### What is expected
Return the data in full, exactly as it was written.

════

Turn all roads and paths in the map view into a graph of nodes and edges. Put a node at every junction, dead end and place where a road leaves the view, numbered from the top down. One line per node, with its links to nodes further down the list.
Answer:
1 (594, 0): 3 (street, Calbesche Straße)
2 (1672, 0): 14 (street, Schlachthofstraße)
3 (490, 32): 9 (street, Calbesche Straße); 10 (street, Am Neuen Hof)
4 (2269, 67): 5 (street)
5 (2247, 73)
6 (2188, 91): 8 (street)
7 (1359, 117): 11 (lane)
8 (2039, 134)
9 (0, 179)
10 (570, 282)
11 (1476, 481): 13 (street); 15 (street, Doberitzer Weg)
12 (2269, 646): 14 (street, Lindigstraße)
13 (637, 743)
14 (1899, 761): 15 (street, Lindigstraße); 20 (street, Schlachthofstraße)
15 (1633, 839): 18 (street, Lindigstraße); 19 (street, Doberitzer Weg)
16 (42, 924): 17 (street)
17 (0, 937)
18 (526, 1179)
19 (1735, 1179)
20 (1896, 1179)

════

### Exercise response
Turn all roads and paths in the map view into a graph of nodes and edges. Put a node at every junction, dead end and place where a road leaves the view, numbered from the top down. One line per node, with its links to nodes further down the list.
Answer:
1 (594, 0): 3 (street, Calbesche Straße)
2 (1672, 0): 14 (street, Schlachthofstraße)
3 (490, 32): 9 (street, Calbesche Straße); 10 (street, Am Neuen Hof)
4 (2269, 67): 5 (street)
5 (2247, 73)
6 (2188, 91): 8 (street)
7 (1359, 117): 11 (lane)
8 (2039, 134)
9 (0, 179)
10 (570, 282)
11 (1476, 481): 13 (street); 15 (street, Doberitzer Weg)
12 (2269, 646): 14 (street, Lindigstraße)
13 (637, 743)
14 (1899, 761): 15 (street, Lindigstraße); 20 (street, Schlachthofstraße)
15 (1633, 839): 18 (street, Lindigstraße); 19 (street, Doberitzer Weg)
16 (42, 924): 17 (street)
17 (0, 937)
18 (526, 1179)
19 (1735, 1179)
20 (1896, 1179)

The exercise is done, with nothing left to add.